Blog Defibrillator — “Blasted” and why theatre makes me cranky:
The atmosphere of playwrights offering frank commentary feels like 2003, during the Bush Administration — there is a whole lot wrong, but we’re too afraid to offer our version of the truth. I wish I could publish half the conversations I had last week with playwrights and actors and directors — frustration and confusion and disillusion as toothless irrelevant small-minded productions pass quietly in front of audiences, much better television shows flickering in the back of their minds.
Not every play should be as aggressive as “Blasted”, that amazing play with an amazing production currently playing at Soho Rep. But we can do better. “Blasted” is perhaps the best example of why we go to theatre — and it is not to *enjoy* ourselves. This is a tradition that started with thousands of Greeks watching Oedipus gouge his eyes out. And the Greeks were like, “Now I’ve learned something about my attraction to my mother.” They were surely shocked, and they may have been outraged, but they were definitely stirred, definitely unable to go back to they way they thought previously, and that’s what theatre is for.
For me, “Blasted” felt like the end of theatre, the end of the conversation that started with The Greeks. It unfolds like a regional theatre play gone to hell, a Fuck You to anyone who would ever want to sit through another Ayckbourn comedy or measured play about Iraq (take your pick; there are at least a dozen playing right now to snoozing audiences comparing the the on-stage drama to the New York Times headlines or that conversation they had with an ACTUAL veteran, i.e. a frustrating maddening 2 hours of wasted time.) I’m used to walking out of a theatre and having that annoying 15 minute “checklist” conversation with my date, then immediately forgetting what I saw. I walked out of “Blasted” nearly a month ago with a violent cloud above my head, unable to speak to anyone, and am still visited by its imagery — Marin Ireland’s terrifying seizures, the loving blowjob ending in a beating, the wild human eyes of Louis Cancelmi’s soldier, Reed Birney violently cradling the soldier like it was the last physical thing on earth, the last line (”Thank you”).
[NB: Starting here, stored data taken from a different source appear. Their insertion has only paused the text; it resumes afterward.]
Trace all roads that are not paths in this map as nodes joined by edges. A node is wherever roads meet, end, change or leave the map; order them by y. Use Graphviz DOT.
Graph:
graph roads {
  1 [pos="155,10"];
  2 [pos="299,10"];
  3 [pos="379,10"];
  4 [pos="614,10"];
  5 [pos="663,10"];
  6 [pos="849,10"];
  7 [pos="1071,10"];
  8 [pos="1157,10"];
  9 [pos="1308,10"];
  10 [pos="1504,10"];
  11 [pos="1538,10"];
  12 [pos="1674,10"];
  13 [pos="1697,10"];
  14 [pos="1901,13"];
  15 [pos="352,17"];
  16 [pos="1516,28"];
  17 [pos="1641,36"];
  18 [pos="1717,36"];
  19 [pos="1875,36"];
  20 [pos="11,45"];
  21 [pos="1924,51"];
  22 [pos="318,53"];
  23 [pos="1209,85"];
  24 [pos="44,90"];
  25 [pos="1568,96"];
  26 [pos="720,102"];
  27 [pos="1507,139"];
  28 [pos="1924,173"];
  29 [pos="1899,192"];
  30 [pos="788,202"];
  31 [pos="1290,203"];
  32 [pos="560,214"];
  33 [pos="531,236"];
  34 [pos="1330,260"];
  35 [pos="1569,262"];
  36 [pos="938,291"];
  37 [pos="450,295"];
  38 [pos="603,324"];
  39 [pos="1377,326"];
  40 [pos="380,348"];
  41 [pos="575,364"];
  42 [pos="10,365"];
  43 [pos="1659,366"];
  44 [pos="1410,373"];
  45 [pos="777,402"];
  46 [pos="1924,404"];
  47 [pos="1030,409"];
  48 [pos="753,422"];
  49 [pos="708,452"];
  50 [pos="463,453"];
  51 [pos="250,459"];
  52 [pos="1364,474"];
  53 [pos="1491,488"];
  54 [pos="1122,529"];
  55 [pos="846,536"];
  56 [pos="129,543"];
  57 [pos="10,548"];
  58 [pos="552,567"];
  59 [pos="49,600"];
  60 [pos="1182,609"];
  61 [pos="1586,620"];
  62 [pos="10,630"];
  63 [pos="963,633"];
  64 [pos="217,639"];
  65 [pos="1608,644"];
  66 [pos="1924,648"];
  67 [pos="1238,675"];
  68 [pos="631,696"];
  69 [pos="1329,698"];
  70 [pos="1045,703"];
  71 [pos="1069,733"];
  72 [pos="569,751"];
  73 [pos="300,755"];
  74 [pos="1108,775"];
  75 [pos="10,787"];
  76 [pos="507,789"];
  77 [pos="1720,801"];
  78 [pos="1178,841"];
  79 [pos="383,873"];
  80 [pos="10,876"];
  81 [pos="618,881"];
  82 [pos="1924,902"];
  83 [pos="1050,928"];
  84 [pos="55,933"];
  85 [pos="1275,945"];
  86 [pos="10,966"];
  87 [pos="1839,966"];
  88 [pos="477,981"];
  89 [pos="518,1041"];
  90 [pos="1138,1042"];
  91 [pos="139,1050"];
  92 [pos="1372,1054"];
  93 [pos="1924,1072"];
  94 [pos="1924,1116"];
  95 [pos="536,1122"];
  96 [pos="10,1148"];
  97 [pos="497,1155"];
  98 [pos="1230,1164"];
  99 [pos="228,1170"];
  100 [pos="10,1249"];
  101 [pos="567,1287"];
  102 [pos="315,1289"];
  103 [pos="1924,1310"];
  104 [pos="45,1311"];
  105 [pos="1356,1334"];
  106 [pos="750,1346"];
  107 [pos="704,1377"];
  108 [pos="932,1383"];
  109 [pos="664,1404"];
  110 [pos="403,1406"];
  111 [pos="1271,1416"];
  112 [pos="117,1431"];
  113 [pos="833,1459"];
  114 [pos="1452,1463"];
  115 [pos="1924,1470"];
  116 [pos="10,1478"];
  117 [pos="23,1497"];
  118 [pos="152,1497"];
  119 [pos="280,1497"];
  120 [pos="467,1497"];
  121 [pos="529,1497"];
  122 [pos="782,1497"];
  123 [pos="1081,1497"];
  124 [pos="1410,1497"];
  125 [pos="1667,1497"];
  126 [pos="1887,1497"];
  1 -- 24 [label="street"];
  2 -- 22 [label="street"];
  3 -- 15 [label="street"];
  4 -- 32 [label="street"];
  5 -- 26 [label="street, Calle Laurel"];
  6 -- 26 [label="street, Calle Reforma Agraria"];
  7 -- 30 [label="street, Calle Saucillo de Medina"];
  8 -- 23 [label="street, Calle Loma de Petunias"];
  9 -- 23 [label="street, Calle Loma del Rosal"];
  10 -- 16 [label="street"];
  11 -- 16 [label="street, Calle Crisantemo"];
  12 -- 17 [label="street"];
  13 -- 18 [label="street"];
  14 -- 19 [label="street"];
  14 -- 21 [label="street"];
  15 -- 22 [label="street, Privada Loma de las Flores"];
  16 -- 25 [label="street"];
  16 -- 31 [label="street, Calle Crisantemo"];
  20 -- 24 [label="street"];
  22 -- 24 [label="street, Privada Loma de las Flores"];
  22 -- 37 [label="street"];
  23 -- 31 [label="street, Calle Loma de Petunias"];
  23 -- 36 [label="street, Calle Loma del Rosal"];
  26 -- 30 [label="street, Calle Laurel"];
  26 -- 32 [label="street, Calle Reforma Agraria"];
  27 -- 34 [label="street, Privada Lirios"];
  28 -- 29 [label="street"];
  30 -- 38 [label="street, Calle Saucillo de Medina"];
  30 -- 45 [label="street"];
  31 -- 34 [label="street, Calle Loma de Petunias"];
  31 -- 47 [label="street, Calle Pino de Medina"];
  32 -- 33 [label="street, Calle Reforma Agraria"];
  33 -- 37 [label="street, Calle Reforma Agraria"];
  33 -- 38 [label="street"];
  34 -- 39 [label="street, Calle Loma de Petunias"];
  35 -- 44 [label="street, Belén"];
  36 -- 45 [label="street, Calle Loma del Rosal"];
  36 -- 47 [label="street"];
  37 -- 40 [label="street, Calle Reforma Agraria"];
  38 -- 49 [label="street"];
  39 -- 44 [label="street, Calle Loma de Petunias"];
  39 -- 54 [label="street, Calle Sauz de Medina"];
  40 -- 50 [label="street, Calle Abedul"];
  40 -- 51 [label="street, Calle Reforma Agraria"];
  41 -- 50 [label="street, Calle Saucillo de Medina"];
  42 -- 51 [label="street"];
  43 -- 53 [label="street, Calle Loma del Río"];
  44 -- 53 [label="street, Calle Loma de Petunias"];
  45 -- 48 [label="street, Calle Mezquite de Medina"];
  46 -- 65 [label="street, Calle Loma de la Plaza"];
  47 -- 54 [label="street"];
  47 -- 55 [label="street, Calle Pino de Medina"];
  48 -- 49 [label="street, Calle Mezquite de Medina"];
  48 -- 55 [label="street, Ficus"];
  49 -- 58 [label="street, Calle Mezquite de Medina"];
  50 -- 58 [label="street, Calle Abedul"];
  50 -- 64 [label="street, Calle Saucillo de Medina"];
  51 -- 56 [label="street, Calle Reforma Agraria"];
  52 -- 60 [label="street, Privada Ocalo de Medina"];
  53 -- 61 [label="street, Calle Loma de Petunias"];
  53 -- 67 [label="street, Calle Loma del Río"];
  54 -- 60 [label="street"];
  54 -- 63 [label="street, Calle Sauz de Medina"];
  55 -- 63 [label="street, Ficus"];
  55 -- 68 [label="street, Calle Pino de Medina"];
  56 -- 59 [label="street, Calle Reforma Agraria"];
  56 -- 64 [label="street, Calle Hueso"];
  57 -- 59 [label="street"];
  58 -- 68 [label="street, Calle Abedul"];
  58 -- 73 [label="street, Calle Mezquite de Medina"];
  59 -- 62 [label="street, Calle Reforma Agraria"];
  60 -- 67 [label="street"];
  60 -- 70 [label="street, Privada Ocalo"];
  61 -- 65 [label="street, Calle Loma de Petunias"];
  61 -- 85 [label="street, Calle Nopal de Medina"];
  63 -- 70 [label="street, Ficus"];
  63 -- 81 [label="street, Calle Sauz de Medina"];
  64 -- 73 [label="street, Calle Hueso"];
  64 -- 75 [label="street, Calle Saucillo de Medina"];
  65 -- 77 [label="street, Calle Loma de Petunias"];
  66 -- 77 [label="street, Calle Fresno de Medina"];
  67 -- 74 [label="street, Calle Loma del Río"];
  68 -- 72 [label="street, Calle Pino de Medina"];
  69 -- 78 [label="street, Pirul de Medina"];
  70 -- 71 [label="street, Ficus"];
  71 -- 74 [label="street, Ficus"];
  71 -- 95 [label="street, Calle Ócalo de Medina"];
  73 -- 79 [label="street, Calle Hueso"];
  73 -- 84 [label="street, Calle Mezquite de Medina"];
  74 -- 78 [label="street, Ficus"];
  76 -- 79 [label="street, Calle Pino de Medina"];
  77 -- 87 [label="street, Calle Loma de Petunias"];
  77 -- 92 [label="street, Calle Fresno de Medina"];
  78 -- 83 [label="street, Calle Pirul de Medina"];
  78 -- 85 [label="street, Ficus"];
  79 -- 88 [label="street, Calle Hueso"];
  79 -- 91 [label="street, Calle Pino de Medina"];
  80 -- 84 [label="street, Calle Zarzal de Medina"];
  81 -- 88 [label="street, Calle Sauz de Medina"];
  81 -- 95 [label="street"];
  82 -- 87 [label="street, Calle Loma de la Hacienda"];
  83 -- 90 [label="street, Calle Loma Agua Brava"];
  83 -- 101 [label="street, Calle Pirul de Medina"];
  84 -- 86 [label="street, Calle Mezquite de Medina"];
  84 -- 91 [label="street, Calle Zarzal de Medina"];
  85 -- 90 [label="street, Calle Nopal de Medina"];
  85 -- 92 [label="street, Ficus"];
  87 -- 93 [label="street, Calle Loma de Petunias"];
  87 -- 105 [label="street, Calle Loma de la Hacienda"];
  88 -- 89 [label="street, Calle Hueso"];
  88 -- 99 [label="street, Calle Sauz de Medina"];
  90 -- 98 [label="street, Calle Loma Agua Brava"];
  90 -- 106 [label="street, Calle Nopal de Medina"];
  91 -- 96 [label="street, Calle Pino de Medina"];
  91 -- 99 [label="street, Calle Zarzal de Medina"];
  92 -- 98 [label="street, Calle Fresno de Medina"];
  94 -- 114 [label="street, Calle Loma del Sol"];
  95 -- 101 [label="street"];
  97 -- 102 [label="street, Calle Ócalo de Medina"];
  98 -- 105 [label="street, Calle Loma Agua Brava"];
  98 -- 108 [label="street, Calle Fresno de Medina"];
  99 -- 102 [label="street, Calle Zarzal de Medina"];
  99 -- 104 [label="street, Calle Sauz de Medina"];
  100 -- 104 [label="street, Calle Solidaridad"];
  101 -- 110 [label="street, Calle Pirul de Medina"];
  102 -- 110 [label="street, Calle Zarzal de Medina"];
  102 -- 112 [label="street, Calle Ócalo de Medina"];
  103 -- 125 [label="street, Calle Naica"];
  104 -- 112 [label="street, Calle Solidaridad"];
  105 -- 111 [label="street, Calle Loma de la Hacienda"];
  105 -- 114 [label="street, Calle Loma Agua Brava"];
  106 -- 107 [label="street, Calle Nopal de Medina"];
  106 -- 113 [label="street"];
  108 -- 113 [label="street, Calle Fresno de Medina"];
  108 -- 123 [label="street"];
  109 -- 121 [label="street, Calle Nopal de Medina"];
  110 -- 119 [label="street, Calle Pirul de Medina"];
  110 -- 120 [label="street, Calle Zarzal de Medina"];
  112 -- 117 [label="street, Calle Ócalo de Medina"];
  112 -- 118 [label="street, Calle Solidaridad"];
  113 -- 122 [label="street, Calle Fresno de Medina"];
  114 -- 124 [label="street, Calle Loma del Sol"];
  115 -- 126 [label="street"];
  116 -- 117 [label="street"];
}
That the play has been sold out for nearly its whole run and been extended twice is a big Middle Finger to everyone who shies away from producing aggressive work that provokes an audience. The old adage of “our subscribers won’t like it” has been rendered false. We always knew it wasn’t true. From here on out I’m lumping people who profess this opinion with the people who said Obama couldn’t be president — the fear of success overwhelming the possibility of change. You know you’re wrong. Have courage. Do the plays you want. The audience will love you for it.